== Materials provided ==
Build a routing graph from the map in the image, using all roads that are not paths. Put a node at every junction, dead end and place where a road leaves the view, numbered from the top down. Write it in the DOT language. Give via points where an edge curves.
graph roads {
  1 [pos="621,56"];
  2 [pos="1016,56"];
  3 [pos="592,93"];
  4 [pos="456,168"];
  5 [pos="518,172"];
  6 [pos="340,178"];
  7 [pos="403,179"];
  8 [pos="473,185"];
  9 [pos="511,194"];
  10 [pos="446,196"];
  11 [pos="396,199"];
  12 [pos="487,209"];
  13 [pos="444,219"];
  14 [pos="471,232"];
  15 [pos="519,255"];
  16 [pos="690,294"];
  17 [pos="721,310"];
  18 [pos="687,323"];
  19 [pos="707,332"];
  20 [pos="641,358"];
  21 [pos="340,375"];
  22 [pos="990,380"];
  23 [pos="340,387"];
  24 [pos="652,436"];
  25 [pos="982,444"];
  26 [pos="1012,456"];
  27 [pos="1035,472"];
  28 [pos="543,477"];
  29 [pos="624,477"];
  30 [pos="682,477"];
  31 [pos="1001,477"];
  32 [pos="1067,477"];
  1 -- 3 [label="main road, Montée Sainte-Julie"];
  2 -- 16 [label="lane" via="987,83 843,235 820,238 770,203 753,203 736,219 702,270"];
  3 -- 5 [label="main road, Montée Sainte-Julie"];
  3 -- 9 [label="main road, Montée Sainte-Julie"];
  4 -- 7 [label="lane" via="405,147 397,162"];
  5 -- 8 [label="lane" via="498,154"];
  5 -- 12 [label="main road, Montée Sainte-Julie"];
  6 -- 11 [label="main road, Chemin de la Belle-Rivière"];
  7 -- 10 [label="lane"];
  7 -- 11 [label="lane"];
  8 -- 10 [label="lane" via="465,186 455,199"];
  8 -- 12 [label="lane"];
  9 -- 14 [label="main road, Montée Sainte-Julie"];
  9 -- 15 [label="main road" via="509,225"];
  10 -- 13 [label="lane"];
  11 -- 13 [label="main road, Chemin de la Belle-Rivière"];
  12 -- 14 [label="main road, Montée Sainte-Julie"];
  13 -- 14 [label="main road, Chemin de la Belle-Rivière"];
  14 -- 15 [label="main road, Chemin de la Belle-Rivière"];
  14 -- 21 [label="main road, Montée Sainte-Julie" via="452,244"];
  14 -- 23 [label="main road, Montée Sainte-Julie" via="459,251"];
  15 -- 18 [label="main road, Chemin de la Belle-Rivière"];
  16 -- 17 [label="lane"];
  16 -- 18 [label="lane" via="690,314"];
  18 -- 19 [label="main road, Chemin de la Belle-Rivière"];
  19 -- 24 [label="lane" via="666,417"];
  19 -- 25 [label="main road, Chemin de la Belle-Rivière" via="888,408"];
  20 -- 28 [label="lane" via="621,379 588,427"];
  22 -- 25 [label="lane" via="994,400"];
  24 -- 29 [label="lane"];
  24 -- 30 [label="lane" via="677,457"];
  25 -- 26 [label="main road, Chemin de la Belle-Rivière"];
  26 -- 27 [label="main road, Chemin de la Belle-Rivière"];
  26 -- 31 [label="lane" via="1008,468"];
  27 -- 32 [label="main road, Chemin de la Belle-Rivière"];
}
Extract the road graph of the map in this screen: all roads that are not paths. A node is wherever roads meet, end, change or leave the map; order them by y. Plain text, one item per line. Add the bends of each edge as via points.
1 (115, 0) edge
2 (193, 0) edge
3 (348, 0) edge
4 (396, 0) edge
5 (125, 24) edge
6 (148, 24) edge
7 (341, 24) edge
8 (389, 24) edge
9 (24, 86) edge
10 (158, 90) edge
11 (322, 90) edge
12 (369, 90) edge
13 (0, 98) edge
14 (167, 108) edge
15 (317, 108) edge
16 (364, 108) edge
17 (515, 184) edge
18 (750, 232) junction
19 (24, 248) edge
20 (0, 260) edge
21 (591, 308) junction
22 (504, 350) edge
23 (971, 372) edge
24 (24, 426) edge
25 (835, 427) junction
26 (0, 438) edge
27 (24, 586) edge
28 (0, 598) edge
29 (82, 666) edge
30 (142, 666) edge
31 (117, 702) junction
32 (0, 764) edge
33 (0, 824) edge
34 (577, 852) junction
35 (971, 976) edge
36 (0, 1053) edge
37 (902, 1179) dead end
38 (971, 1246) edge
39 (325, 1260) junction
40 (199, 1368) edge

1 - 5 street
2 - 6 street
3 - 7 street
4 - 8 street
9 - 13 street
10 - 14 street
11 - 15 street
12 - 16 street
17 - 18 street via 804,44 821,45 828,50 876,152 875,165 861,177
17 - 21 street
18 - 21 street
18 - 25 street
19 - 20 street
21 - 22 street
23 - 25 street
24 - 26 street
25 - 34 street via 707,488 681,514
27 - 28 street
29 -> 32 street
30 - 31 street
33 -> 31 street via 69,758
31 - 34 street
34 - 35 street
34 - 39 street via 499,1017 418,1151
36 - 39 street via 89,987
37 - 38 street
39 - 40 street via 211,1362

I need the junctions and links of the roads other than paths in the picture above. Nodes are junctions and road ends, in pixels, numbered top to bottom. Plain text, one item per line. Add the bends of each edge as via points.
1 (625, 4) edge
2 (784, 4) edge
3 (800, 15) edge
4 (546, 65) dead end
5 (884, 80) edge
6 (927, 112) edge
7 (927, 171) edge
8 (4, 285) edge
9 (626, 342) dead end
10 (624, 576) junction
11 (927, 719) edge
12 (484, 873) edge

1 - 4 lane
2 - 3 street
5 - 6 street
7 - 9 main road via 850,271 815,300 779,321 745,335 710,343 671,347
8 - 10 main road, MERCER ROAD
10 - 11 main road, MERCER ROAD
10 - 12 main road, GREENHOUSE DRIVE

== Instructions to follow ==
Working from the listing above, give it again word for word.

== Reply ==
Build a routing graph from the map in the image, using all roads that are not paths. Put a node at every junction, dead end and place where a road leaves the view, numbered from the top down. Write it in the DOT language. Give via points where an edge curves.
graph roads {
  1 [pos="621,56"];
  2 [pos="1016,56"];
  3 [pos="592,93"];
  4 [pos="456,168"];
  5 [pos="518,172"];
  6 [pos="340,178"];
  7 [pos="403,179"];
  8 [pos="473,185"];
  9 [pos="511,194"];
  10 [pos="446,196"];
  11 [pos="396,199"];
  12 [pos="487,209"];
  13 [pos="444,219"];
  14 [pos="471,232"];
  15 [pos="519,255"];
  16 [pos="690,294"];
  17 [pos="721,310"];
  18 [pos="687,323"];
  19 [pos="707,332"];
  20 [pos="641,358"];
  21 [pos="340,375"];
  22 [pos="990,380"];
  23 [pos="340,387"];
  24 [pos="652,436"];
  25 [pos="982,444"];
  26 [pos="1012,456"];
  27 [pos="1035,472"];
  28 [pos="543,477"];
  29 [pos="624,477"];
  30 [pos="682,477"];
  31 [pos="1001,477"];
  32 [pos="1067,477"];
  1 -- 3 [label="main road, Montée Sainte-Julie"];
  2 -- 16 [label="lane" via="987,83 843,235 820,238 770,203 753,203 736,219 702,270"];
  3 -- 5 [label="main road, Montée Sainte-Julie"];
  3 -- 9 [label="main road, Montée Sainte-Julie"];
  4 -- 7 [label="lane" via="405,147 397,162"];
  5 -- 8 [label="lane" via="498,154"];
  5 -- 12 [label="main road, Montée Sainte-Julie"];
  6 -- 11 [label="main road, Chemin de la Belle-Rivière"];
  7 -- 10 [label="lane"];
  7 -- 11 [label="lane"];
  8 -- 10 [label="lane" via="465,186 455,199"];
  8 -- 12 [label="lane"];
  9 -- 14 [label="main road, Montée Sainte-Julie"];
  9 -- 15 [label="main road" via="509,225"];
  10 -- 13 [label="lane"];
  11 -- 13 [label="main road, Chemin de la Belle-Rivière"];
  12 -- 14 [label="main road, Montée Sainte-Julie"];
  13 -- 14 [label="main road, Chemin de la Belle-Rivière"];
  14 -- 15 [label="main road, Chemin de la Belle-Rivière"];
  14 -- 21 [label="main road, Montée Sainte-Julie" via="452,244"];
  14 -- 23 [label="main road, Montée Sainte-Julie" via="459,251"];
  15 -- 18 [label="main road, Chemin de la Belle-Rivière"];
  16 -- 17 [label="lane"];
  16 -- 18 [label="lane" via="690,314"];
  18 -- 19 [label="main road, Chemin de la Belle-Rivière"];
  19 -- 24 [label="lane" via="666,417"];
  19 -- 25 [label="main road, Chemin de la Belle-Rivière" via="888,408"];
  20 -- 28 [label="lane" via="621,379 588,427"];
  22 -- 25 [label="lane" via="994,400"];
  24 -- 29 [label="lane"];
  24 -- 30 [label="lane" via="677,457"];
  25 -- 26 [label="main road, Chemin de la Belle-Rivière"];
  26 -- 27 [label="main road, Chemin de la Belle-Rivière"];
  26 -- 31 [label="lane" via="1008,468"];
  27 -- 32 [label="main road, Chemin de la Belle-Rivière"];
}
Extract the road graph of the map in this screen: all roads that are not paths. A node is wherever roads meet, end, change or leave the map; order them by y. Plain text, one item per line. Add the bends of each edge as via points.
1 (115, 0) edge
2 (193, 0) edge
3 (348, 0) edge
4 (396, 0) edge
5 (125, 24) edge
6 (148, 24) edge
7 (341, 24) edge
8 (389, 24) edge
9 (24, 86) edge
10 (158, 90) edge
11 (322, 90) edge
12 (369, 90) edge
13 (0, 98) edge
14 (167, 108) edge
15 (317, 108) edge
16 (364, 108) edge
17 (515, 184) edge
18 (750, 232) junction
19 (24, 248) edge
20 (0, 260) edge
21 (591, 308) junction
22 (504, 350) edge
23 (971, 372) edge
24 (24, 426) edge
25 (835, 427) junction
26 (0, 438) edge
27 (24, 586) edge
28 (0, 598) edge
29 (82, 666) edge
30 (142, 666) edge
31 (117, 702) junction
32 (0, 764) edge
33 (0, 824) edge
34 (577, 852) junction
35 (971, 976) edge
36 (0, 1053) edge
37 (902, 1179) dead end
38 (971, 1246) edge
39 (325, 1260) junction
40 (199, 1368) edge

1 - 5 street
2 - 6 street
3 - 7 street
4 - 8 street
9 - 13 street
10 - 14 street
11 - 15 street
12 - 16 street
17 - 18 street via 804,44 821,45 828,50 876,152 875,165 861,177
17 - 21 street
18 - 21 street
18 - 25 street
19 - 20 street
21 - 22 street
23 - 25 street
24 - 26 street
25 - 34 street via 707,488 681,514
27 - 28 street
29 -> 32 street
30 - 31 street
33 -> 31 street via 69,758
31 - 34 street
34 - 35 street
34 - 39 street via 499,1017 418,1151
36 - 39 street via 89,987
37 - 38 street
39 - 40 street via 211,1362

I need the junctions and links of the roads other than paths in the picture above. Nodes are junctions and road ends, in pixels, numbered top to bottom. Plain text, one item per line. Add the bends of each edge as via points.
1 (625, 4) edge
2 (784, 4) edge
3 (800, 15) edge
4 (546, 65) dead end
5 (884, 80) edge
6 (927, 112) edge
7 (927, 171) edge
8 (4, 285) edge
9 (626, 342) dead end
10 (624, 576) junction
11 (927, 719) edge
12 (484, 873) edge

1 - 4 lane
2 - 3 street
5 - 6 street
7 - 9 main road via 850,271 815,300 779,321 745,335 710,343 671,347
8 - 10 main road, MERCER ROAD
10 - 11 main road, MERCER ROAD
10 - 12 main road, GREENHOUSE DRIVE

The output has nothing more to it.